> [Task data]
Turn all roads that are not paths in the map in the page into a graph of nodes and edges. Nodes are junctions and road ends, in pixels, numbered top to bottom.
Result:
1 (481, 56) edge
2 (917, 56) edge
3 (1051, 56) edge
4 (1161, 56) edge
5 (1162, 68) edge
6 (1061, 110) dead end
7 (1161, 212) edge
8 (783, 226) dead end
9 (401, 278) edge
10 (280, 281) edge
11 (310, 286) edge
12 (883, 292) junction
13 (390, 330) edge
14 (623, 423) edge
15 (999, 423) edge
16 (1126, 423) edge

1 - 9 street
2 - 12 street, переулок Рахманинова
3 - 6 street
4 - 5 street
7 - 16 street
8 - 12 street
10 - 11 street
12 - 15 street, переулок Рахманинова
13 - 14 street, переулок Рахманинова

> [Activity] Every entry above should be retyped exactly as it appears.

> [Written answer]
Turn all roads that are not paths in the map in the page into a graph of nodes and edges. Nodes are junctions and road ends, in pixels, numbered top to bottom.
Result:
1 (481, 56) edge
2 (917, 56) edge
3 (1051, 56) edge
4 (1161, 56) edge
5 (1162, 68) edge
6 (1061, 110) dead end
7 (1161, 212) edge
8 (783, 226) dead end
9 (401, 278) edge
10 (280, 281) edge
11 (310, 286) edge
12 (883, 292) junction
13 (390, 330) edge
14 (623, 423) edge
15 (999, 423) edge
16 (1126, 423) edge

1 - 9 street
2 - 12 street, переулок Рахманинова
3 - 6 street
4 - 5 street
7 - 16 street
8 - 12 street
10 - 11 street
12 - 15 street, переулок Рахманинова
13 - 14 street, переулок Рахманинова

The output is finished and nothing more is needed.